━━ AVAILABLE DATA
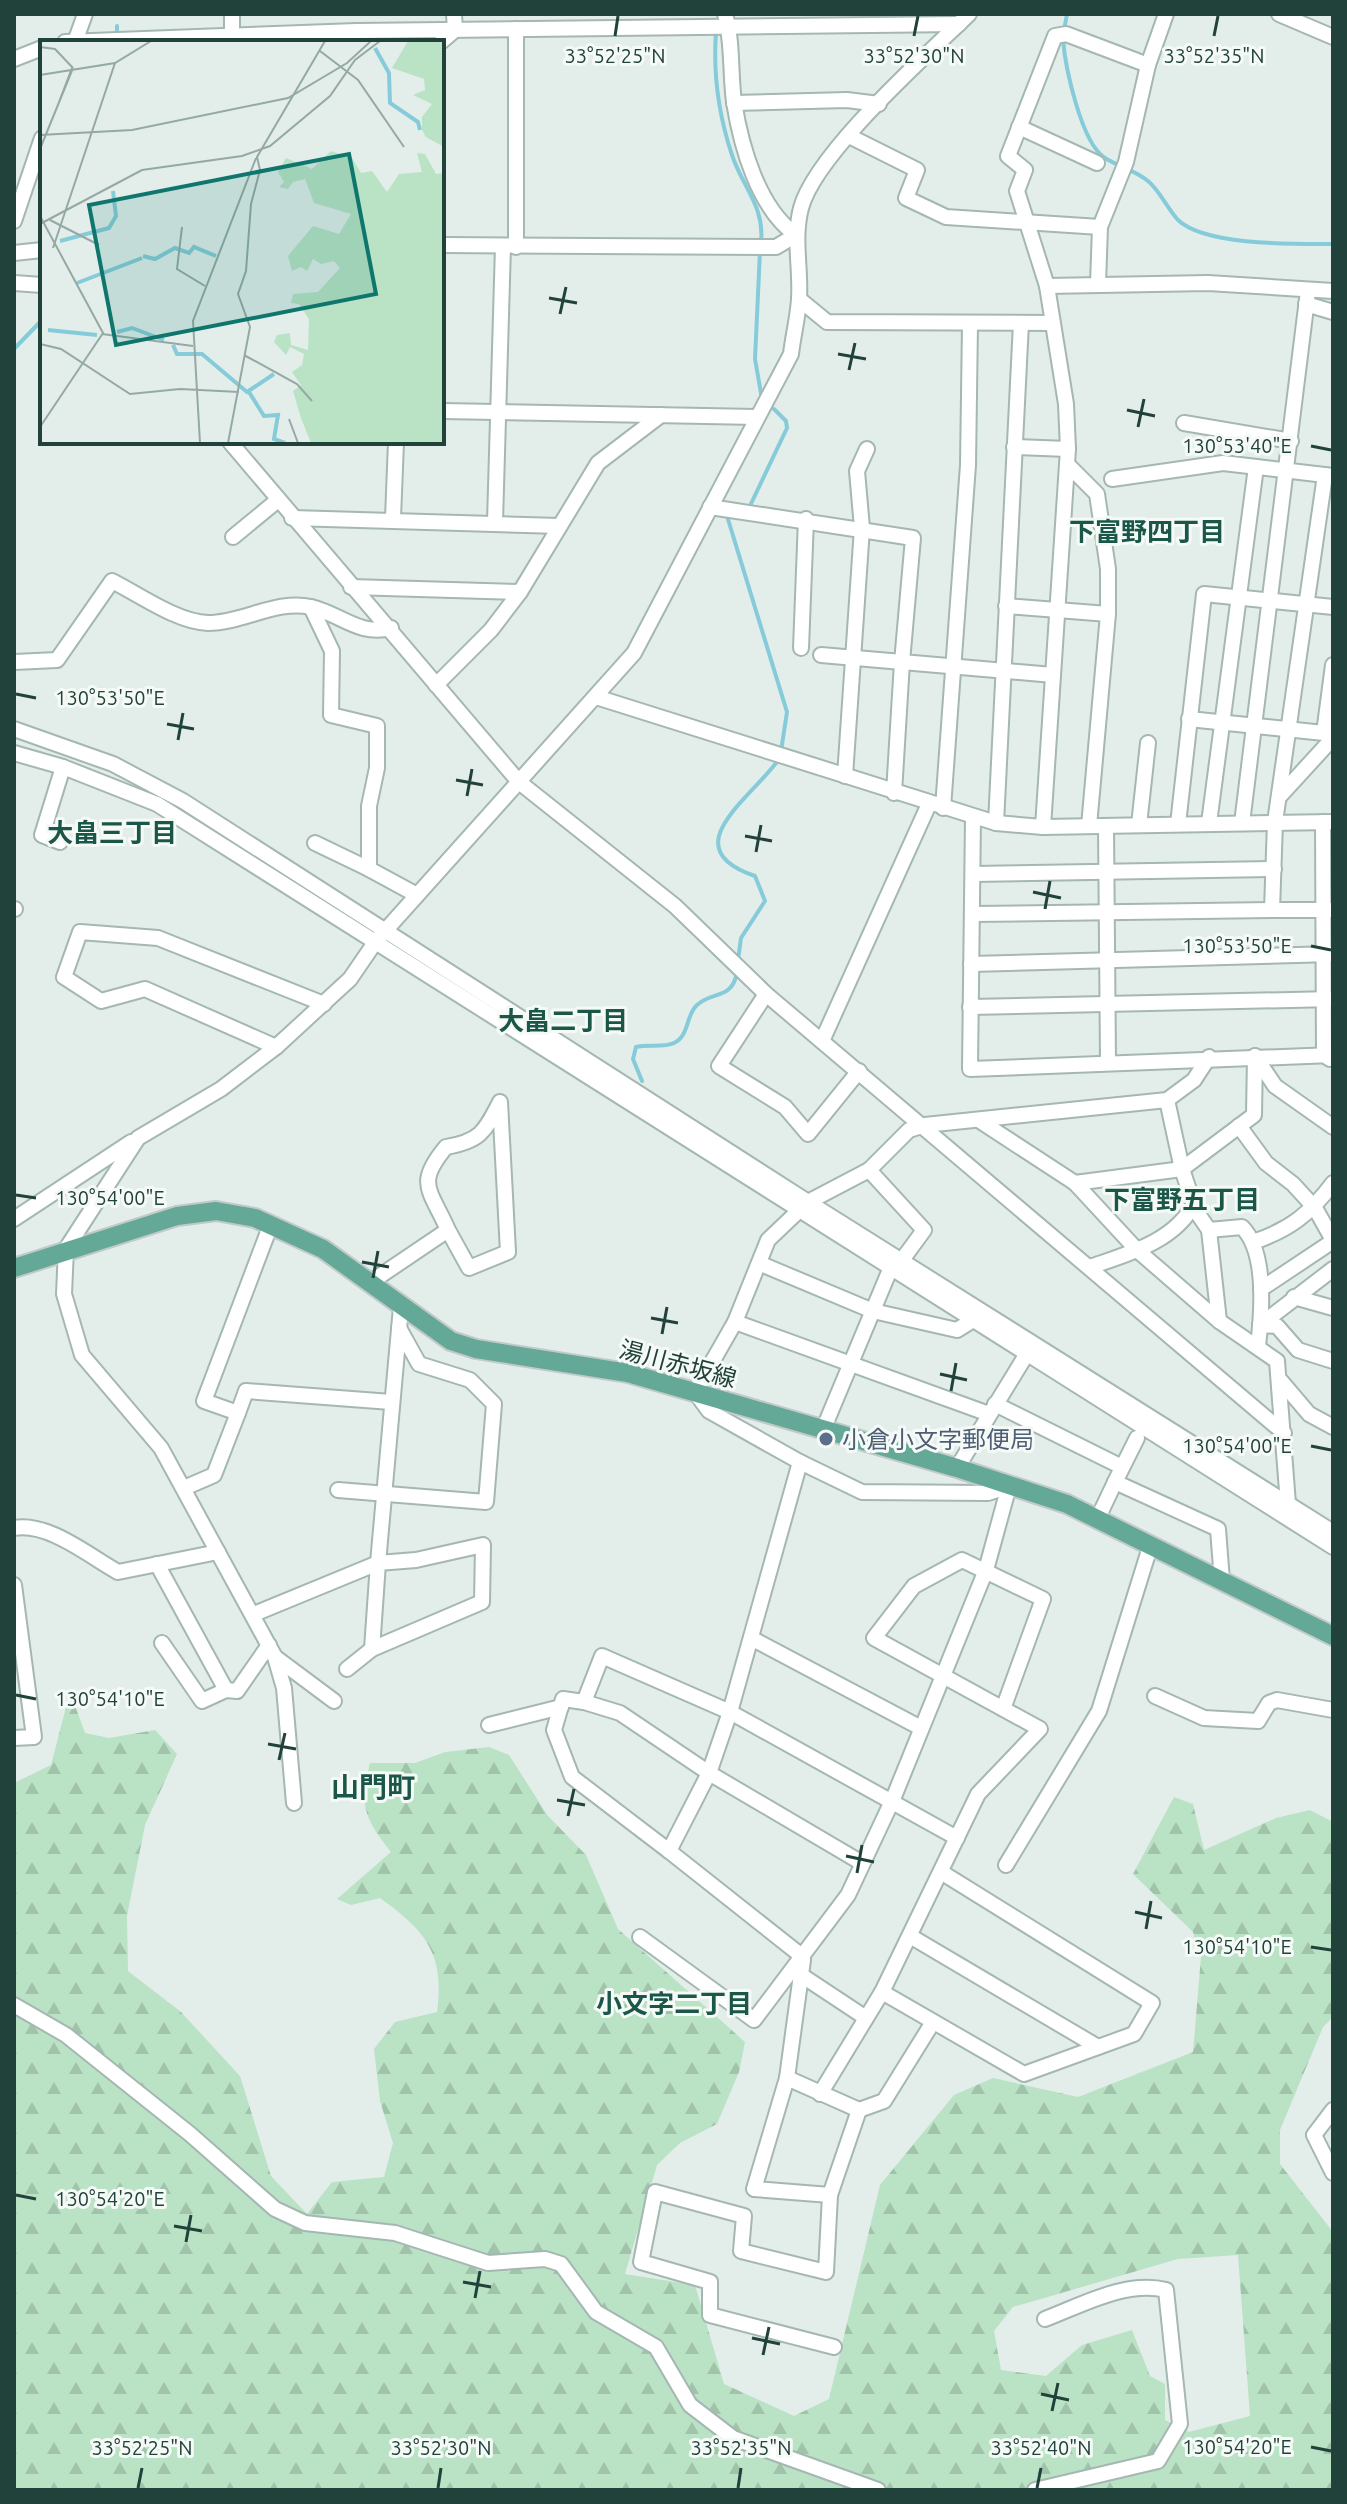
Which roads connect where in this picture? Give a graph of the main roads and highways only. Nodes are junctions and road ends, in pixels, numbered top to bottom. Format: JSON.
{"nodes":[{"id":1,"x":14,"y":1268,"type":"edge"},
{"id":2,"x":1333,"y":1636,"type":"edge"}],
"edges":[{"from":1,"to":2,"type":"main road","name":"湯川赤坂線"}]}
━━━━
**TASK DETAILS**
Every line above is to be duplicated exactly; no picture should be carried over.

**FINAL ANSWER**
Which roads connect where in this picture? Give a graph of the main roads and highways only. Nodes are junctions and road ends, in pixels, numbered top to bottom. Format: JSON.
{"nodes":[{"id":1,"x":14,"y":1268,"type":"edge"},
{"id":2,"x":1333,"y":1636,"type":"edge"}],
"edges":[{"from":1,"to":2,"type":"main road","name":"湯川赤坂線"}]}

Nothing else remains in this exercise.